#0748
Study on the effectiveness of different pelvic floor muscle training modes on the improvement of urinary incontinence in prostate cancer patients after radical prostatectomy
R. Shi1, Z. Ma2, Y. Tze3, T. Chun1, D. Huang2, D. Zhao4, S. Ng3, Y. Xu2, D. Xu2, R. Na1
1The
University of Hong Kong, Department of Surgery, Hong Kong, Hong Kong, China
2Ruijin Hospital Affiliated to Shanghai Jiao Tong University School
of Medicine, Department of Urology, Shanghai, China
3Queen Mary Hospital, Department of Surgery, Hong Kong, Hong Kong,
China
4Ruijin Hospital Affiliated to Shanghai Jiao Tong University School
of Medicine, Department of Rehabilitation Medicine, Shanghai, China
Introduction:
To compare the effects of different pelvic floor muscle training (PFMT) modes on improving urinary incontinence (UI) recovery in prostate cancer (PCa) patients after radical prostatectomy (RP).
Material and methods:
PCa patients who underwent RP were prospectively enrolled and randomly divided into a standard PFMT (S-PFMT) group, a somatosensory interactive PFMT (SI-PFMT, an enhanced PFMT) group, and a standard PFMT combined with pelvic floor muscle magnetic stimulation (S-PFMT+MS) group.
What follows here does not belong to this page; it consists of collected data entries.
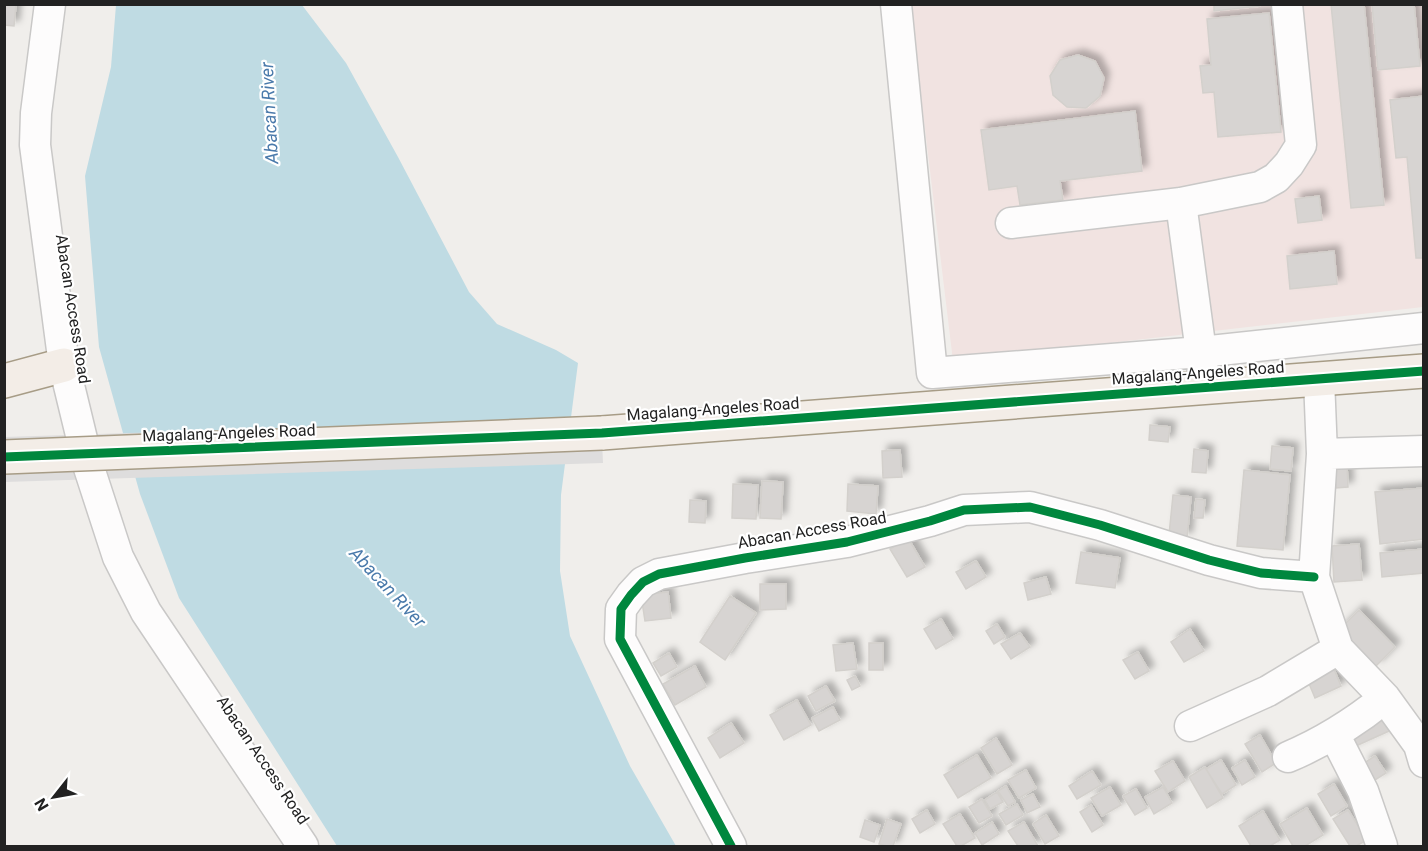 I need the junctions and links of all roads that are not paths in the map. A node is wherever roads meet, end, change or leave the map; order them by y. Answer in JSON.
{"nodes":[{"id":1,"x":50,"y":4,"type":"edge"},
{"id":2,"x":896,"y":4,"type":"edge"},
{"id":3,"x":1287,"y":4,"type":"edge"},
{"id":4,"x":1181,"y":202,"type":"junction"},
{"id":5,"x":1011,"y":223,"type":"dead end"},
{"id":6,"x":1424,"y":328,"type":"edge"},
{"id":7,"x":1202,"y":352,"type":"junction"},
{"id":8,"x":64,"y":365,"type":"junction"},
{"id":9,"x":1424,"y":371,"type":"edge"},
{"id":10,"x":1319,"y":379,"type":"junction"},
{"id":11,"x":4,"y":381,"type":"edge"},
{"id":12,"x":1204,"y":387,"type":"junction"},
{"id":13,"x":1424,"y":451,"type":"edge"},
{"id":14,"x":1322,"y":454,"type":"junction"},
{"id":15,"x":4,"y":457,"type":"edge"},
{"id":16,"x":1314,"y":577,"type":"junction"},
{"id":17,"x":1338,"y":649,"type":"junction"},
{"id":18,"x":1386,"y":698,"type":"junction"},
{"id":19,"x":1190,"y":726,"type":"dead end"},
{"id":20,"x":1334,"y":734,"type":"junction"},
{"id":21,"x":1422,"y":750,"type":"edge"},
{"id":22,"x":1288,"y":757,"type":"dead end"},
{"id":23,"x":303,"y":846,"type":"edge"},
{"id":24,"x":731,"y":846,"type":"edge"},
{"id":25,"x":1382,"y":846,"type":"edge"}],
"edges":[{"from":1,"to":8,"type":"street","name":"Abacan Access Road"},
{"from":2,"to":7,"type":"street"},
{"from":3,"to":4,"type":"street"},
{"from":4,"to":5,"type":"street"},
{"from":4,"to":7,"type":"street"},
{"from":6,"to":7,"type":"street"},
{"from":7,"to":12,"type":"street"},
{"from":8,"to":11,"type":"main road"},
{"from":8,"to":23,"type":"street","name":"Abacan Access Road"},
{"from":9,"to":10,"type":"main road","name":"Magalang-Angeles Road"},
{"from":10,"to":12,"type":"main road","name":"Magalang-Angeles Road"},
{"from":10,"to":14,"type":"street"},
{"from":12,"to":15,"type":"main road","name":"Magalang-Angeles Road","bridge":true},
{"from":13,"to":14,"type":"street"},
{"from":14,"to":16,"type":"street"},
{"from":16,"to":17,"type":"street"},
{"from":16,"to":24,"type":"street","name":"Abacan Access Road"},
{"from":17,"to":18,"type":"street"},
{"from":17,"to":19,"type":"street"},
{"from":18,"to":20,"type":"street"},
{"from":18,"to":21,"type":"street"},
{"from":20,"to":22,"type":"street"},
{"from":20,"to":25,"type":"street"}]} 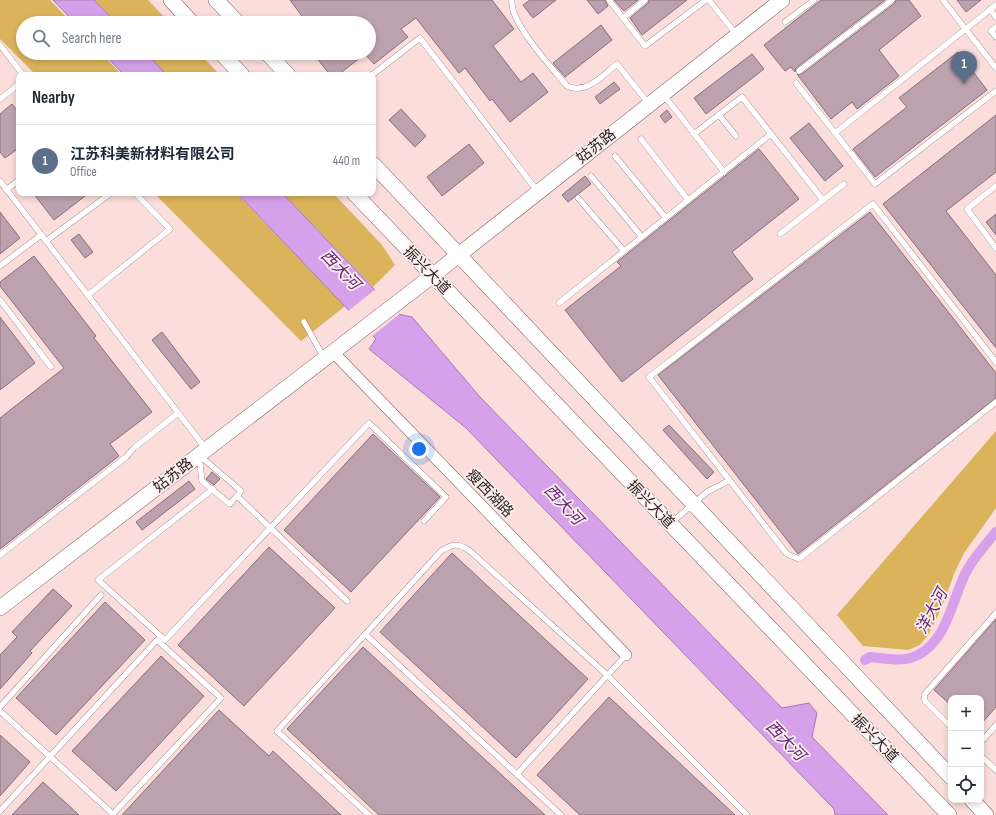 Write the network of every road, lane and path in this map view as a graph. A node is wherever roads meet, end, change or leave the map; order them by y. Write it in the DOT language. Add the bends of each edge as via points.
graph roads {
  1 [pos="216,0"];
  2 [pos="512,0"];
  3 [pos="609,0"];
  4 [pos="645,0"];
  5 [pos="708,0"];
  6 [pos="814,0"];
  7 [pos="892,0"];
  8 [pos="943,0"];
  9 [pos="173,1"];
  10 [pos="777,2"];
  11 [pos="996,5"];
  12 [pos="990,9"];
  13 [pos="186,16"];
  14 [pos="231,16"];
  15 [pos="996,17"];
  16 [pos="623,18"];
  17 [pos="785,22"];
  18 [pos="996,27"];
  19 [pos="965,29"];
  20 [pos="737,36"];
  21 [pos="996,37"];
  22 [pos="0,45"];
  23 [pos="228,60"];
  24 [pos="274,60"];
  25 [pos="996,68"];
  26 [pos="799,71"];
  27 [pos="21,72"];
  28 [pos="239,72"];
  29 [pos="285,72"];
  30 [pos="376,72"];
  31 [pos="796,83"];
  32 [pos="16,86"];
  33 [pos="996,91"];
  34 [pos="663,94"];
  35 [pos="0,99"];
  36 [pos="649,104"];
  37 [pos="719,115"];
  38 [pos="835,133"];
  39 [pos="694,134"];
  40 [pos="771,134"];
  41 [pos="736,136"];
  42 [pos="641,139"];
  43 [pos="615,156"];
  44 [pos="376,167"];
  45 [pos="724,172"];
  46 [pos="591,176"];
  47 [pos="0,181"];
  48 [pos="16,182"];
  49 [pos="844,184"];
  50 [pos="996,186"];
  51 [pos="6,190"];
  52 [pos="538,192"];
  53 [pos="106,196"];
  54 [pos="138,196"];
  55 [pos="357,196"];
  56 [pos="578,198"];
  57 [pos="688,200"];
  58 [pos="823,200"];
  59 [pos="666,218"];
  60 [pos="780,234"];
  61 [pos="41,235"];
  62 [pos="642,237"];
  63 [pos="46,241"];
  64 [pos="996,248"];
  65 [pos="624,251"];
  66 [pos="459,254"];
  67 [pos="0,266"];
  68 [pos="432,276"];
  69 [pos="88,295"];
  70 [pos="0,300"];
  71 [pos="559,303"];
  72 [pos="304,322"];
  73 [pos="329,355"];
  74 [pos="995,358"];
  75 [pos="51,367"];
  76 [pos="996,402"];
  77 [pos="178,413"];
  78 [pos="203,452"];
  79 [pos="728,480"];
  80 [pos="213,490"];
  81 [pos="237,496"];
  82 [pos="693,503"];
  83 [pos="424,521"];
  84 [pos="670,524"];
  85 [pos="271,528"];
  86 [pos="0,555"];
  87 [pos="101,595"];
  88 [pos="347,601"];
  89 [pos="0,608"];
  90 [pos="996,613"];
  91 [pos="365,634"];
  92 [pos="626,655"];
  93 [pos="607,675"];
  94 [pos="0,707"];
  95 [pos="0,711"];
  96 [pos="948,723"];
  97 [pos="996,725"];
  98 [pos="984,739"];
  99 [pos="50,757"];
  100 [pos="984,759"];
  101 [pos="996,770"];
  102 [pos="517,774"];
  103 [pos="948,774"];
  104 [pos="975,803"];
  105 [pos="0,811"];
  106 [pos="113,814"];
  107 [pos="369,815"];
  108 [pos="561,815"];
  109 [pos="747,815"];
  110 [pos="949,815"];
  111 [pos="986,815"];
  1 -- 14 [label="main road"];
  2 -- 36 [label="lane" via="519,24 567,86 573,89 588,86 617,64"];
  3 -- 16 [label="lane"];
  4 -- 16 [label="lane"];
  5 -- 16 [label="lane" via="645,46"];
  5 -- 20 [label="lane"];
  6 -- 17 [label="lane"];
  7 -- 26 [label="lane"];
  8 -- 19 [label="lane"];
  9 -- 13 [label="main road"];
  10 -- 20 [label="main road, 姑苏路"];
  11 -- 12 [label="lane"];
  12 -- 15 [label="lane"];
  12 -- 19 [label="lane"];
  18 -- 21 [label="lane" via="991,31"];
  19 -- 25 [label="lane"];
  19 -- 38 [label="lane"];
  20 -- 34 [label="main road, 姑苏路"];
  22 -- 27 [label="lane"];
  23 -- 28 [label="main road"];
  24 -- 29 [label="main road"];
  30 -- 52 [label="lane" via="420,38"];
  31 -- 38 [label="lane"];
  32 -- 35 [label="lane"];
  33 -- 38 [label="lane" via="875,184"];
  34 -- 36 [label="main road, 姑苏路"];
  34 -- 39 [label="lane"];
  36 -- 52 [label="main road, 姑苏路"];
  37 -- 39 [label="lane"];
  37 -- 40 [label="lane" via="742,97"];
  37 -- 41 [label="lane"];
  39 -- 45 [label="lane"];
  40 -- 45 [label="lane"];
  40 -- 58 [label="lane"];
  42 -- 57 [label="lane"];
  43 -- 59 [label="lane"];
  44 -- 66 [label="main road, 振兴大道"];
  45 -- 57 [label="lane"];
  46 -- 62 [label="lane"];
  47 -- 51 [label="lane"];
  48 -- 51 [label="lane"];
  49 -- 58 [label="lane"];
  50 -- 64 [label="lane" via="967,209"];
  51 -- 61 [label="lane"];
  52 -- 66 [label="main road, 姑苏路"];
  53 -- 63 [label="lane"];
  54 -- 69 [label="lane" via="170,229"];
  55 -- 68 [label="main road, 振兴大道"];
  56 -- 65 [label="lane"];
  57 -- 59 [label="lane"];
  58 -- 60 [label="lane"];
  59 -- 62 [label="lane"];
  61 -- 63 [label="lane"];
  61 -- 67 [label="lane"];
  62 -- 65 [label="lane"];
  63 -- 69 [label="lane"];
  65 -- 71 [label="lane"];
  66 -- 68 [label="main road, 姑苏路"];
  66 -- 82 [label="main road, 振兴大道"];
  68 -- 73 [label="main road, 姑苏路"];
  68 -- 84 [label="main road, 振兴大道"];
  69 -- 77 [label="lane"];
  70 -- 75 [label="lane"];
  72 -- 73 [label="lane"];
  73 -- 78 [label="main road, 姑苏路"];
  73 -- 92 [label="street, 瘦西湖路"];
  74 -- 79 [label="lane" via="873,204 649,377"];
  76 -- 79 [label="lane" via="799,559 787,554"];
  77 -- 78 [label="lane"];
  77 -- 86 [label="lane"];
  78 -- 80 [label="lane" via="202,480"];
  78 -- 81 [label="lane" via="241,491"];
  78 -- 89 [label="main road, 姑苏路"];
  79 -- 82 [label="lane"];
  80 -- 81 [label="lane" via="230,504"];
  80 -- 85 [label="lane" via="98,580 166,640"];
  81 -- 85 [label="lane"];
  82 -- 84 [label="lane"];
  82 -- 103 [label="main road, 振兴大道"];
  83 -- 85 [label="lane" via="446,497 369,423"];
  84 -- 110 [label="main road, 振兴大道"];
  85 -- 88 [label="lane"];
  87 -- 94 [label="lane"];
  90 -- 96 [label="lane" via="924,695 925,701"];
  91 -- 93 [label="lane" via="441,551 450,546 461,545"];
  91 -- 102 [label="lane"];
  91 -- 107 [label="lane" via="276,731"];
  92 -- 93 [label="lane"];
  93 -- 102 [label="lane"];
  93 -- 109 [label="lane"];
  95 -- 99 [label="lane"];
  97 -- 98 [label="lane"];
  99 -- 105 [label="lane"];
  99 -- 106 [label="lane"];
  99 -- 106 [label="lane" via="157,640 221,698"];
  100 -- 101 [label="lane"];
  102 -- 108 [label="lane"];
  104 -- 111 [label="main road"];
}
Post-RP UI status was evaluated through Incontinence Questionnaire-Urinary Incontinence Short Form (ICIQ-UI SF) scores and 1-hour pad test.
Results:
A total of 101 subjects were enrolled, including 48 in the S-PFMT group, 39 in the SI-PFMT group, and 14 in the S-PFMT+MS group. All groups showed significant improvement in ICIQ-UI SF scores at 3- and 6-months post-RP compared with baseline level (all p < 0.001). At 6 months post-RP, significant amelioration of the 1-hour pad test result was achieved (p = 0.012). The patients in the S-PFMT+MS group exhibited significantly better UI improvement (ICIQ-UI SF scores) compared to the other two groups (p = 0.033 vs. S-PFMT; p = 0.011 vs. SI-PFMT) at month 6. Bayesian survival analysis supports the superior efficacy by point estimate of the S-PFMT+MS intervention over an extended period.